The proposed approach based on cost-sensitive AdaBoost and feature selection achieved excellent performance compared to several state-of-the-art methods in the literature, as shown in
Table 5.
3.4. Discussion
This study aimed to solve two problems: first, to select the most informative features to enable the effective detection of CKD. The second aim was to develop an effective cost-sensitive AdaBoost classifier that accurately classifies samples in the minority class. The use of more features than necessary sometimes affects ML classifiers’ performance and increases the computational cost of training the models. Hence, this research employed the IG-based feature selection method to obtain the optimal feature set. Furthermore, seven classifiers were used in this study, trained using the complete and the reduced feature sets. From the experimental results, the proposed framework showed improved classification performance with the reduced feature set, i.e., 18 out of 24 input variables. Additionally, the models trained with the reduced feature set performed better than those trained with the complete feature set. Remarkably, the proposed method obtained higher performance than the other classifiers.
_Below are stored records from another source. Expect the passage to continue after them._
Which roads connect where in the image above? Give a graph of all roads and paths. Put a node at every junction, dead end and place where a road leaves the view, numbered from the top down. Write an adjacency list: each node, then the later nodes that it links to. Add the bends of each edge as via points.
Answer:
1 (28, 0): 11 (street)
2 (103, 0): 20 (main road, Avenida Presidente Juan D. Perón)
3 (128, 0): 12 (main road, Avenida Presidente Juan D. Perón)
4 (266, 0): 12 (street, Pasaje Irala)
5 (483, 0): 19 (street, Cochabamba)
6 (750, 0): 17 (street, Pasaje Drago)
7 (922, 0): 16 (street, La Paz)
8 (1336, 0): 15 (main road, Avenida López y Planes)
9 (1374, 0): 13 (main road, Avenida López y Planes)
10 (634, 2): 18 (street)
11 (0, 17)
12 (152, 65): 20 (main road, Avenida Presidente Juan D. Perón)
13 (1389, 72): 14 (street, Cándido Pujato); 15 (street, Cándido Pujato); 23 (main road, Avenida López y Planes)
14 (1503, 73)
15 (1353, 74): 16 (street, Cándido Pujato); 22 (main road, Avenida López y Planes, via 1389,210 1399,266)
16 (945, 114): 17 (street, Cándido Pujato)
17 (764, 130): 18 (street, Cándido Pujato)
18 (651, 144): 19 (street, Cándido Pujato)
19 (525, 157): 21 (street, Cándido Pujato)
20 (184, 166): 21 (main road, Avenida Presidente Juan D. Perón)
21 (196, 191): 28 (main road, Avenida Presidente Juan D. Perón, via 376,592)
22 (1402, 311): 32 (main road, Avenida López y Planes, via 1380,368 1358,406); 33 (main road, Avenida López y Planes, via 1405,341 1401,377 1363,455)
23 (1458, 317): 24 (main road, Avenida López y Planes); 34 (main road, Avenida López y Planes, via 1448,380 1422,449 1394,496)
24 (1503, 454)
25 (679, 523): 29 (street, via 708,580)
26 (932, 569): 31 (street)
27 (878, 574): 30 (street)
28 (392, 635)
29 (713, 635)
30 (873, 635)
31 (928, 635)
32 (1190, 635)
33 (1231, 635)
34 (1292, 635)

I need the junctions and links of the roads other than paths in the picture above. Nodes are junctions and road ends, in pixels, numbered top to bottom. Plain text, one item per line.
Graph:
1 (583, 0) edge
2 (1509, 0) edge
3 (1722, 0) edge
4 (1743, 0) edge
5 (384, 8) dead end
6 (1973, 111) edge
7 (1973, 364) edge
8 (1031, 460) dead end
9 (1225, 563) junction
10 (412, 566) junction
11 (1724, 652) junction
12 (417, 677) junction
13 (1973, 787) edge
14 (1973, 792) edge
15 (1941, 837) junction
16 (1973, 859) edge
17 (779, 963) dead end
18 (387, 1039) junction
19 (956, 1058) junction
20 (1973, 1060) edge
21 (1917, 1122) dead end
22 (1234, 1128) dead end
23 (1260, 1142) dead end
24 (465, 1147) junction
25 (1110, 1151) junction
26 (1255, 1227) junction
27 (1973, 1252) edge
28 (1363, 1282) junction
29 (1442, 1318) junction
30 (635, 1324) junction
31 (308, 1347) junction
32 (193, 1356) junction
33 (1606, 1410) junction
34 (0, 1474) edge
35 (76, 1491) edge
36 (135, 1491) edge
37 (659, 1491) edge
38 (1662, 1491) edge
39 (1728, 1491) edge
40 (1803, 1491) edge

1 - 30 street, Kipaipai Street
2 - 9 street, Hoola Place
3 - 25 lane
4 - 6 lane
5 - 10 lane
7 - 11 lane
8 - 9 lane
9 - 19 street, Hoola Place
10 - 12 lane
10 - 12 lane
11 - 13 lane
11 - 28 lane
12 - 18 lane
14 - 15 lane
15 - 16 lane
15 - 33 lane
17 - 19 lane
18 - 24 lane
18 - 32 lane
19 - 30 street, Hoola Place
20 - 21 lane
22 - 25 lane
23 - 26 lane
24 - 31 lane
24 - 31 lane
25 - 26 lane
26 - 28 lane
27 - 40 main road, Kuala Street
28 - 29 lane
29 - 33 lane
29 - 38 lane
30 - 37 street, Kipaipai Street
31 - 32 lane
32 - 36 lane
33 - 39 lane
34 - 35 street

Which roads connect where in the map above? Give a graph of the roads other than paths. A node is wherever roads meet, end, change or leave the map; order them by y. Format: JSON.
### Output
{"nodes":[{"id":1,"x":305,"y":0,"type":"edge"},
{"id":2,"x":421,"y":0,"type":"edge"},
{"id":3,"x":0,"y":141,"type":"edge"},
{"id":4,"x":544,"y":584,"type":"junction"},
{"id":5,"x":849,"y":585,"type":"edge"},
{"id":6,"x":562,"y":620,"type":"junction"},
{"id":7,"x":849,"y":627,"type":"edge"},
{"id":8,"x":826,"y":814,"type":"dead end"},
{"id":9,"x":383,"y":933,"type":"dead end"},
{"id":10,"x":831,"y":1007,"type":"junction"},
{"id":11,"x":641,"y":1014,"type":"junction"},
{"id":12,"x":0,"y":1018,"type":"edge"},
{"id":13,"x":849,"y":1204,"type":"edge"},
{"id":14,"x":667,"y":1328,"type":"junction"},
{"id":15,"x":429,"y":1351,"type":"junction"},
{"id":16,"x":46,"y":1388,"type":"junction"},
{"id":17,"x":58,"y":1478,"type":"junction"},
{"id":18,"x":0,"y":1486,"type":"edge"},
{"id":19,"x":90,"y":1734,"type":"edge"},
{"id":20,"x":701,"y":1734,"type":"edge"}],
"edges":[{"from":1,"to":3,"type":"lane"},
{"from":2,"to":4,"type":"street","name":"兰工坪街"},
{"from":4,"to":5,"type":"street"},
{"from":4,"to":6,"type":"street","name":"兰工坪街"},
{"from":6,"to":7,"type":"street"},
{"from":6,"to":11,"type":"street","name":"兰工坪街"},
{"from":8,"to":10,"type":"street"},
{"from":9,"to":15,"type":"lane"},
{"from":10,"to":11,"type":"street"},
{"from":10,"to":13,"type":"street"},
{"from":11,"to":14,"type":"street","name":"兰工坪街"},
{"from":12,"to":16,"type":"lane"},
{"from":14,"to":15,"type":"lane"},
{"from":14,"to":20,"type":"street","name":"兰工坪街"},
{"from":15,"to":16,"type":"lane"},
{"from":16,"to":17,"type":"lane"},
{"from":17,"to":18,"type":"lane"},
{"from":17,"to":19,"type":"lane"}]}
Furthermore, the features selected by the IG technique were similar to current medical practices. For example, the IG technique ranked albumin, hemoglobin, packed cell volume, red blood cell count, and serum creatinine as the most informative features, and numerous studies have identified a strong correlation between these variables and chronic kidney disease [
71,
72,
73,
74].
Meanwhile, the class imbalance problem is common in most real-world classification tasks. Another objective of this study was to develop a robust classifier to prevent the misclassification of the minority class that occurs when classifiers are trained using imbalanced data. Hence, this study developed a cost-sensitive AdaBoost classifier, giving more attention to the minority class. The experimental results indicate that the proposed method achieved a higher classification performance than the baseline classifiers and techniques in recent literature. Secondly, the results demonstrate that the combination of the information-gain-based feature selection and the cost-sensitive AdaBoost classifier significantly improved the detection of chronic kidney disease.
4. Conclusions
This paper proposed an approach that combines information-gain-based feature selection and a cost-sensitive AdaBoost classifier to improve the detection of chronic kidney disease. Six other machine learning classifiers were implemented as the baseline for performance comparison. The classifiers include logistic regression, decision tree, random forest, SVM, XGBoost, and the traditional AdaBoost. Firstly, the IG technique was used to compute and rank the importance of the various attributes. Secondly, the classifiers were trained with the reduced and complete feature sets. The experimental results show that selected features enhanced the performance of the classifiers.
Furthermore, the proposed cost-sensitive AdaBoost achieved superior performance to the other classifiers and methods in recent literature. Therefore, combining the IG-based feature selection technique and cost-sensitive AdaBoost is an effective approach for CKD detection and can be potentially applied for early detection of CKD through computer-aided diagnosis. Future research will focus on collecting large amounts of data to train ML models, including datasets that allow for the prediction of the disease severity, duration of the disease, and the age of onset.